=== Work required ===
Reproduce the records below exactly as they appear, omitting any pictures they contain.

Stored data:
________________

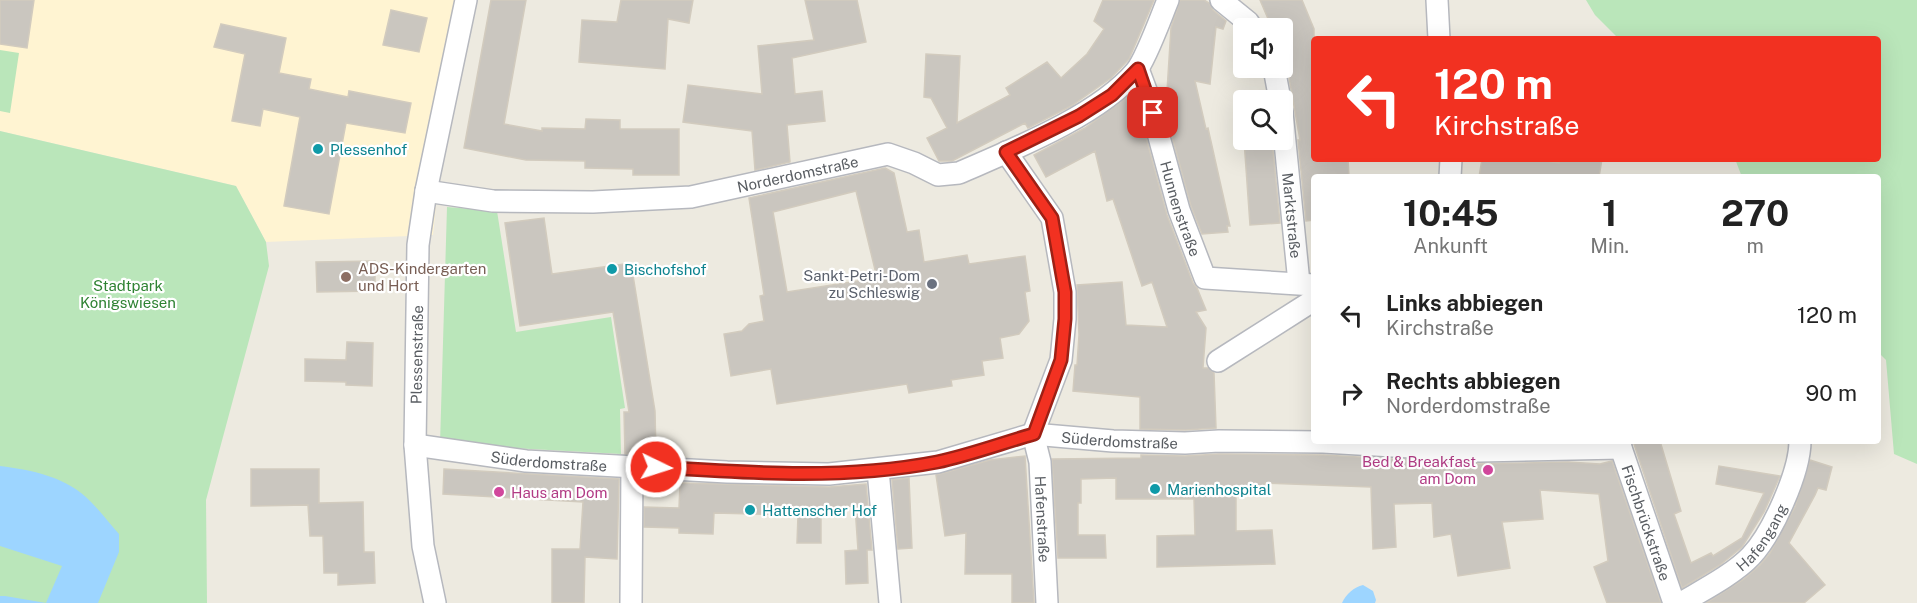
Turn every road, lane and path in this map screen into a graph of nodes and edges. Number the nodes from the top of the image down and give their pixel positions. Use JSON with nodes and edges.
{"nodes":[{"id":1,"x":465,"y":0,"type":"edge"},
{"id":2,"x":1168,"y":0,"type":"edge"},
{"id":3,"x":1221,"y":0,"type":"edge"},
{"id":4,"x":1437,"y":0,"type":"edge"},
{"id":5,"x":1243,"y":18,"type":"edge"},
{"id":6,"x":1439,"y":36,"type":"edge"},
{"id":7,"x":1138,"y":69,"type":"junction"},
{"id":8,"x":1288,"y":150,"type":"edge"},
{"id":9,"x":1006,"y":152,"type":"junction"},
{"id":10,"x":426,"y":190,"type":"junction"},
{"id":11,"x":1307,"y":284,"type":"edge"},
{"id":12,"x":1311,"y":302,"type":"edge"},
{"id":13,"x":1218,"y":361,"type":"dead end"},
{"id":14,"x":1034,"y":434,"type":"junction"},
{"id":15,"x":1311,"y":442,"type":"edge"},
{"id":16,"x":1358,"y":444,"type":"edge"},
{"id":17,"x":1621,"y":444,"type":"edge"},
{"id":18,"x":1800,"y":444,"type":"edge"},
{"id":19,"x":415,"y":446,"type":"junction"},
{"id":20,"x":632,"y":466,"type":"junction"},
{"id":21,"x":878,"y":470,"type":"junction"},
{"id":22,"x":435,"y":603,"type":"edge"},
{"id":23,"x":631,"y":603,"type":"edge"},
{"id":24,"x":890,"y":603,"type":"edge"},
{"id":25,"x":1047,"y":603,"type":"edge"},
{"id":26,"x":1674,"y":603,"type":"edge"},
{"id":27,"x":1681,"y":603,"type":"edge"}],
"edges":[{"from":1,"to":10,"type":"street","name":"Plessenstraße"},
{"from":2,"to":7,"type":"street"},
{"from":3,"to":5,"type":"street"},
{"from":4,"to":6,"type":"street"},
{"from":7,"to":9,"type":"street","name":"Norderdomstraße"},
{"from":7,"to":11,"type":"street","name":"Hunnenstraße"},
{"from":8,"to":11,"type":"street","name":"Marktstraße"},
{"from":9,"to":10,"type":"street","name":"Norderdomstraße"},
{"from":9,"to":14,"type":"street"},
{"from":10,"to":19,"type":"street","name":"Plessenstraße"},
{"from":12,"to":13,"type":"street"},
{"from":14,"to":15,"type":"street","name":"Süderdomstraße"},
{"from":14,"to":21,"type":"street","name":"Süderdomstraße"},
{"from":14,"to":25,"type":"street","name":"Hafenstraße"},
{"from":16,"to":17,"type":"street","name":"Süderdomstraße"},
{"from":17,"to":26,"type":"street","name":"Fischbrückstraße"},
{"from":18,"to":27,"type":"street","name":"Hafengang"},
{"from":19,"to":20,"type":"street","name":"Süderdomstraße"},
{"from":19,"to":22,"type":"street","name":"Plessenstraße"},
{"from":20,"to":21,"type":"street","name":"Süderdomstraße"},
{"from":20,"to":23,"type":"street"},
{"from":21,"to":24,"type":"street"}]}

________________

=== Exercise result ===
Turn every road, lane and path in this map screen into a graph of nodes and edges. Number the nodes from the top of the image down and give their pixel positions. Use JSON with nodes and edges.
{"nodes":[{"id":1,"x":465,"y":0,"type":"edge"},
{"id":2,"x":1168,"y":0,"type":"edge"},
{"id":3,"x":1221,"y":0,"type":"edge"},
{"id":4,"x":1437,"y":0,"type":"edge"},
{"id":5,"x":1243,"y":18,"type":"edge"},
{"id":6,"x":1439,"y":36,"type":"edge"},
{"id":7,"x":1138,"y":69,"type":"junction"},
{"id":8,"x":1288,"y":150,"type":"edge"},
{"id":9,"x":1006,"y":152,"type":"junction"},
{"id":10,"x":426,"y":190,"type":"junction"},
{"id":11,"x":1307,"y":284,"type":"edge"},
{"id":12,"x":1311,"y":302,"type":"edge"},
{"id":13,"x":1218,"y":361,"type":"dead end"},
{"id":14,"x":1034,"y":434,"type":"junction"},
{"id":15,"x":1311,"y":442,"type":"edge"},
{"id":16,"x":1358,"y":444,"type":"edge"},
{"id":17,"x":1621,"y":444,"type":"edge"},
{"id":18,"x":1800,"y":444,"type":"edge"},
{"id":19,"x":415,"y":446,"type":"junction"},
{"id":20,"x":632,"y":466,"type":"junction"},
{"id":21,"x":878,"y":470,"type":"junction"},
{"id":22,"x":435,"y":603,"type":"edge"},
{"id":23,"x":631,"y":603,"type":"edge"},
{"id":24,"x":890,"y":603,"type":"edge"},
{"id":25,"x":1047,"y":603,"type":"edge"},
{"id":26,"x":1674,"y":603,"type":"edge"},
{"id":27,"x":1681,"y":603,"type":"edge"}],
"edges":[{"from":1,"to":10,"type":"street","name":"Plessenstraße"},
{"from":2,"to":7,"type":"street"},
{"from":3,"to":5,"type":"street"},
{"from":4,"to":6,"type":"street"},
{"from":7,"to":9,"type":"street","name":"Norderdomstraße"},
{"from":7,"to":11,"type":"street","name":"Hunnenstraße"},
{"from":8,"to":11,"type":"street","name":"Marktstraße"},
{"from":9,"to":10,"type":"street","name":"Norderdomstraße"},
{"from":9,"to":14,"type":"street"},
{"from":10,"to":19,"type":"street","name":"Plessenstraße"},
{"from":12,"to":13,"type":"street"},
{"from":14,"to":15,"type":"street","name":"Süderdomstraße"},
{"from":14,"to":21,"type":"street","name":"Süderdomstraße"},
{"from":14,"to":25,"type":"street","name":"Hafenstraße"},
{"from":16,"to":17,"type":"street","name":"Süderdomstraße"},
{"from":17,"to":26,"type":"street","name":"Fischbrückstraße"},
{"from":18,"to":27,"type":"street","name":"Hafengang"},
{"from":19,"to":20,"type":"street","name":"Süderdomstraße"},
{"from":19,"to":22,"type":"street","name":"Plessenstraße"},
{"from":20,"to":21,"type":"street","name":"Süderdomstraße"},
{"from":20,"to":23,"type":"street"},
{"from":21,"to":24,"type":"street"}]}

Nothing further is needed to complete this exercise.